Xue Cai (Hangzhou / CN), Yaoting Sun (Hangzhou / CN), Lu Li (Hangzhou / CN), Zhangzhi Xue (Hangzhou / CN), Yi Zhu (Hangzhou / CN), Yu Wang (Shanghai / CN), Tiannan Guo (Hangzhou / CN)
Background
Approximately 15-30% of thyroid nodules display indeterminate cytology on fine needle aspiration (FNA) biopsy, creating a clinical diagnostic dilemma in determining their benign or malignant nature. Multiple gene-panel tests have been developed; however, these tests also possess certain limitations, such as heterogeneity. Protein samples are less susceptible to spontaneous degradation in clinical specimens. We hypothesized that the introduction of proteomics molecular testing may help tackle this clinical challenge.
Methods
We conducted a prospective, noninterventional, multicenter study. All patient's FNA samples were classified using the Bethesda System for Reporting Thyroid Cytopathology. Results of a histopathological review served as the reference standard. Proteins are extracted and digested from FNA samples and peptide samples mixed with synthesized stable isotope labeled peptides (called AQUA peptides) were analyzed using multiple reaction monitoring (MRM) mass spectrometry (MS) on a Sciex 4500 MD instrument over an 8-min LC gradient. MS data were analyzed using OpenMS. BRAF V600E mutation status was determined by ARMS-PCR Kit. A machine learning approach was employed, utilizing the Sklearn package to construct a random forest model.
Results
A total of 1954 FNA samples from 1952 patients collected from 15 medical centers from January 2020 to September 2022 were used for feature selection, model training and validation. Based on previous studies, 211 proteins were selected as candidate diagnostic biomarkers. After multiple rounds of protein biomarker screening, including machine learning model screening, evaluation of AQUA peptides stability and linearity, and MS signal screening, three proteins were ultimately selected as the final features of the classifier model (ThyroProt). The ThyroProt incorporated the absolute quantitative data of three proteins, along with age, sex, and BRAF V600E mutation information.

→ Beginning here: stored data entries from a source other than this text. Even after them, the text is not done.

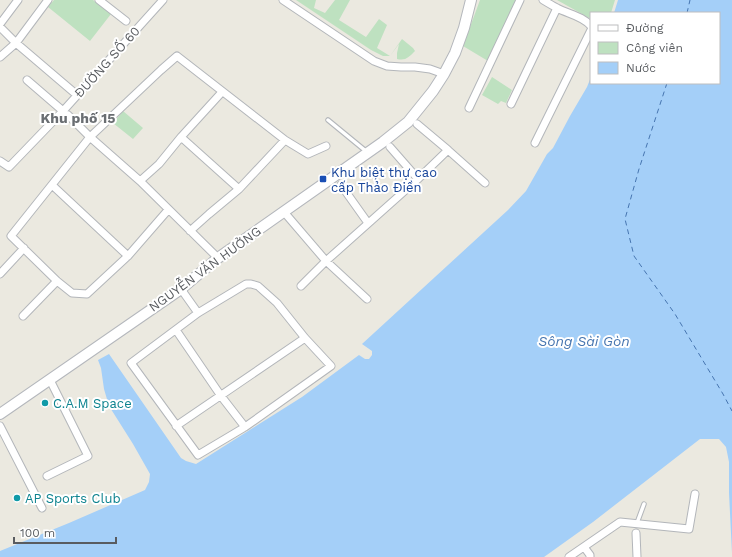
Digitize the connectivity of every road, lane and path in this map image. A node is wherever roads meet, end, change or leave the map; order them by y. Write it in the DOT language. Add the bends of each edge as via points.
graph roads {
  1 [pos="18,0"];
  2 [pos="98,0"];
  3 [pos="163,0"];
  4 [pos="283,0"];
  5 [pos="471,0"];
  6 [pos="520,0"];
  7 [pos="543,0"];
  8 [pos="47,1"];
  9 [pos="557,8"];
  10 [pos="126,21"];
  11 [pos="0,24"];
  12 [pos="590,24"];
  13 [pos="0,27"];
  14 [pos="590,32"];
  15 [pos="16,43"];
  16 [pos="0,57"];
  17 [pos="444,74"];
  18 [pos="27,80"];
  19 [pos="222,92"];
  20 [pos="77,95"];
  21 [pos="511,104"];
  22 [pos="469,108"];
  23 [pos="66,113"];
  24 [pos="328,120"];
  25 [pos="413,123"];
  26 [pos="181,137"];
  27 [pos="90,138"];
  28 [pos="285,140"];
  29 [pos="535,144"];
  30 [pos="326,146"];
  31 [pos="390,147"];
  32 [pos="448,150"];
  33 [pos="367,153"];
  34 [pos="0,161"];
  35 [pos="418,179"];
  36 [pos="140,181"];
  37 [pos="485,183"];
  38 [pos="342,185"];
  39 [pos="52,186"];
  40 [pos="239,189"];
  41 [pos="168,210"];
  42 [pos="284,212"];
  43 [pos="368,223"];
  44 [pos="190,231"];
  45 [pos="24,248"];
  46 [pos="128,256"];
  47 [pos="218,258"];
  48 [pos="326,261"];
  49 [pos="0,274"];
  50 [pos="57,281"];
  51 [pos="301,286"];
  52 [pos="181,289"];
  53 [pos="367,299"];
  54 [pos="198,313"];
  55 [pos="23,316"];
  56 [pos="176,330"];
  57 [pos="305,338"];
  58 [pos="50,380"];
  59 [pos="221,396"];
  60 [pos="0,414"];
  61 [pos="0,426"];
  62 [pos="176,426"];
  63 [pos="245,427"];
  64 [pos="47,476"];
  65 [pos="695,494"];
  66 [pos="644,504"];
  67 [pos="42,508"];
  68 [pos="637,523"];
  69 [pos="636,533"];
  70 [pos="584,547"];
  71 [pos="569,557"];
  72 [pos="590,557"];
  73 [pos="637,557"];
  1 -- 11 [label="street"];
  2 -- 10 [label="street"];
  3 -- 20 [label="street, ĐƯỜNG SỐ 60"];
  4 -- 17 [label="street" via="374,61 387,66 430,69"];
  5 -- 17 [label="main road" via="455,53"];
  6 -- 22 [label="street"];
  7 -- 9 [label="street"];
  8 -- 15 [label="street"];
  9 -- 12 [label="street"];
  9 -- 21 [label="street"];
  13 -- 15 [label="street"];
  14 -- 29 [label="street"];
  15 -- 16 [label="street"];
  15 -- 20 [label="street"];
  17 -- 25 [label="main road, NGUYỄN VĂN HƯỞNG"];
  18 -- 23 [label="street"];
  19 -- 26 [label="street"];
  19 -- 27 [label="street" via="177,56"];
  19 -- 28 [label="street"];
  20 -- 23 [label="street, ĐƯỜNG SỐ 60"];
  23 -- 27 [label="street"];
  23 -- 34 [label="street, ĐƯỜNG SỐ 60" via="9,167"];
  24 -- 33 [label="lane"];
  25 -- 32 [label="street"];
  25 -- 33 [label="main road, NGUYỄN VĂN HƯỞNG"];
  26 -- 36 [label="street" via="159,164"];
  26 -- 40 [label="street"];
  27 -- 36 [label="street"];
  27 -- 39 [label="street"];
  28 -- 30 [label="street" via="308,154"];
  28 -- 40 [label="street"];
  31 -- 35 [label="street"];
  32 -- 35 [label="street"];
  32 -- 37 [label="street"];
  33 -- 42 [label="main road, NGUYỄN VĂN HƯỞNG"];
  35 -- 43 [label="street"];
  36 -- 41 [label="street"];
  38 -- 43 [label="street"];
  39 -- 45 [label="street" via="11,236"];
  39 -- 46 [label="street"];
  40 -- 44 [label="street"];
  41 -- 44 [label="street"];
  41 -- 46 [label="street"];
  42 -- 47 [label="main road, NGUYỄN VĂN HƯỞNG"];
  42 -- 48 [label="street"];
  43 -- 48 [label="street"];
  44 -- 47 [label="street"];
  45 -- 49 [label="street"];
  45 -- 50 [label="street"];
  46 -- 50 [label="street" via="87,294 72,293"];
  47 -- 52 [label="main road, NGUYỄN VĂN HƯỞNG"];
  48 -- 51 [label="street"];
  48 -- 53 [label="street"];
  50 -- 55 [label="street"];
  52 -- 54 [label="street"];
  52 -- 58 [label="main road, NGUYỄN VĂN HƯỞNG"];
  54 -- 56 [label="street"];
  54 -- 57 [label="street" via="246,284 251,284 258,286 277,303"];
  56 -- 59 [label="street"];
  56 -- 62 [label="street" via="131,363"];
  57 -- 59 [label="street"];
  57 -- 63 [label="street" via="331,366"];
  58 -- 60 [label="main road, NGUYỄN VĂN HƯỞNG"];
  58 -- 64 [label="street" via="88,456"];
  59 -- 62 [label="street"];
  59 -- 63 [label="street"];
  61 -- 67 [label="street"];
  62 -- 63 [label="street" via="198,455"];
  65 -- 68 [label="street" via="689,529"];
  66 -- 68 [label="lane"];
  68 -- 70 [label="street" via="620,522"];
  69 -- 73 [label="street"];
  70 -- 71 [label="street"];
  70 -- 72 [label="street"];
}
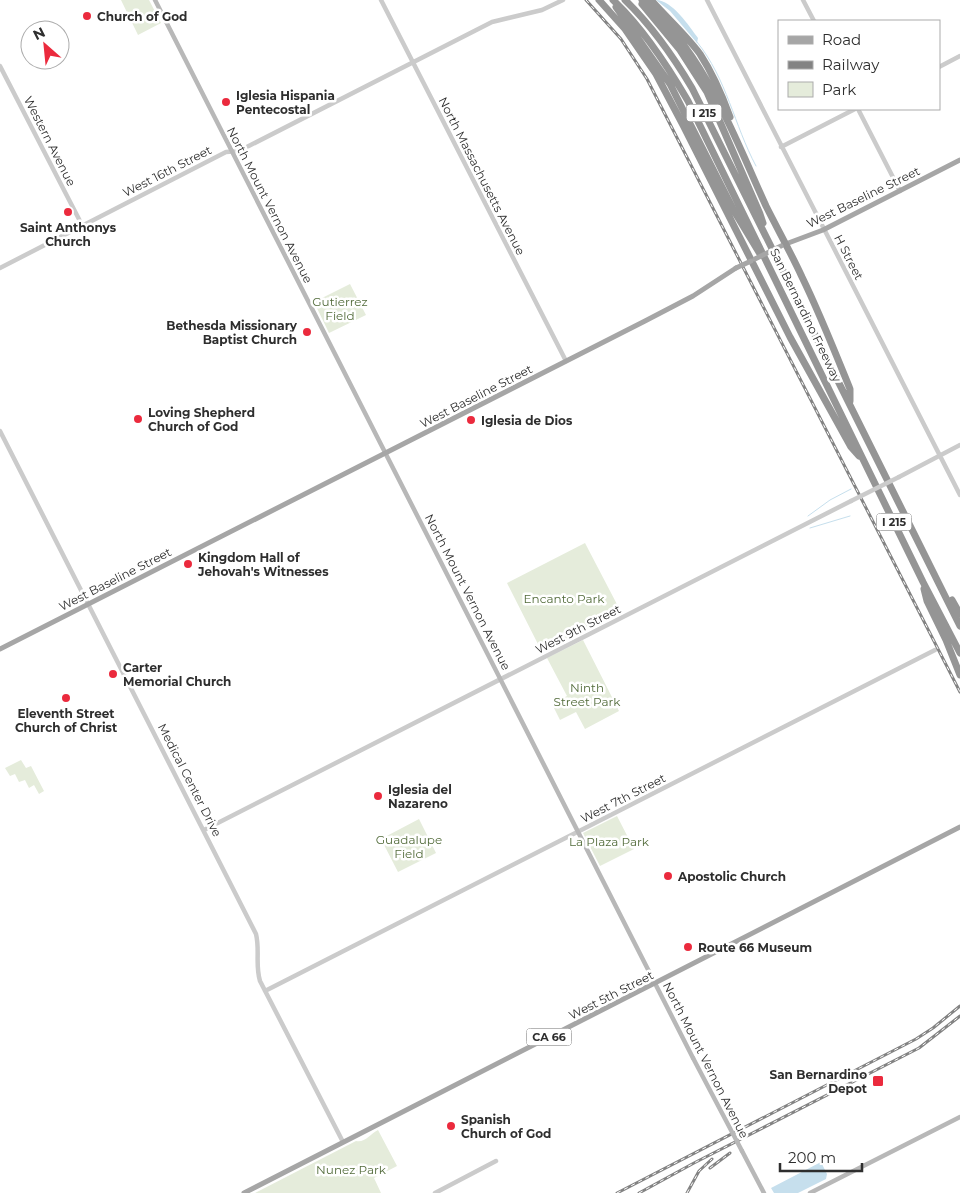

Independent test set is composed of 290 FNA samples collected from 283 patients from five medical centers, spanning from October 2022 to March 2023. Classifier test on independent set 1 showed an area under the curve (AUC) of 0.94, an accuracy of 89.7% (95% confidence interval [CI]: 89.6-89.7), sensitivity of 85.9% (95% CI: 80.7-91.0), specificity of 95.6% (95% CI: 91.8-99.4), positive predictive value (PPV) of 96.8% (95% CI: 94.1-99.6) and negative predictive value (NPV) of 81.2% (95% CI: 74.6-87.8) for thyroid malignancy. Test on 45 FNA samples reported as Bethesda III or IV showed an AUC of 0.87 and an accuracy of 88.9% (95% CI: 88.5-89.3), sensitivity, specificity, PPV, and NPV of 86.7% (95% CI: 69.5-100), 90.0% (95% CI: 79.3-100), 81.2% (95% CI: 62.1-100), and 93.1% (95% CI: 83.9-100), respectively.
Conclusions
This study demonstrates the feasibility and practicality of using targeted mass spectrometry to detect multiple proteins and machine learning for clinical diagnostics in real-world scenarios.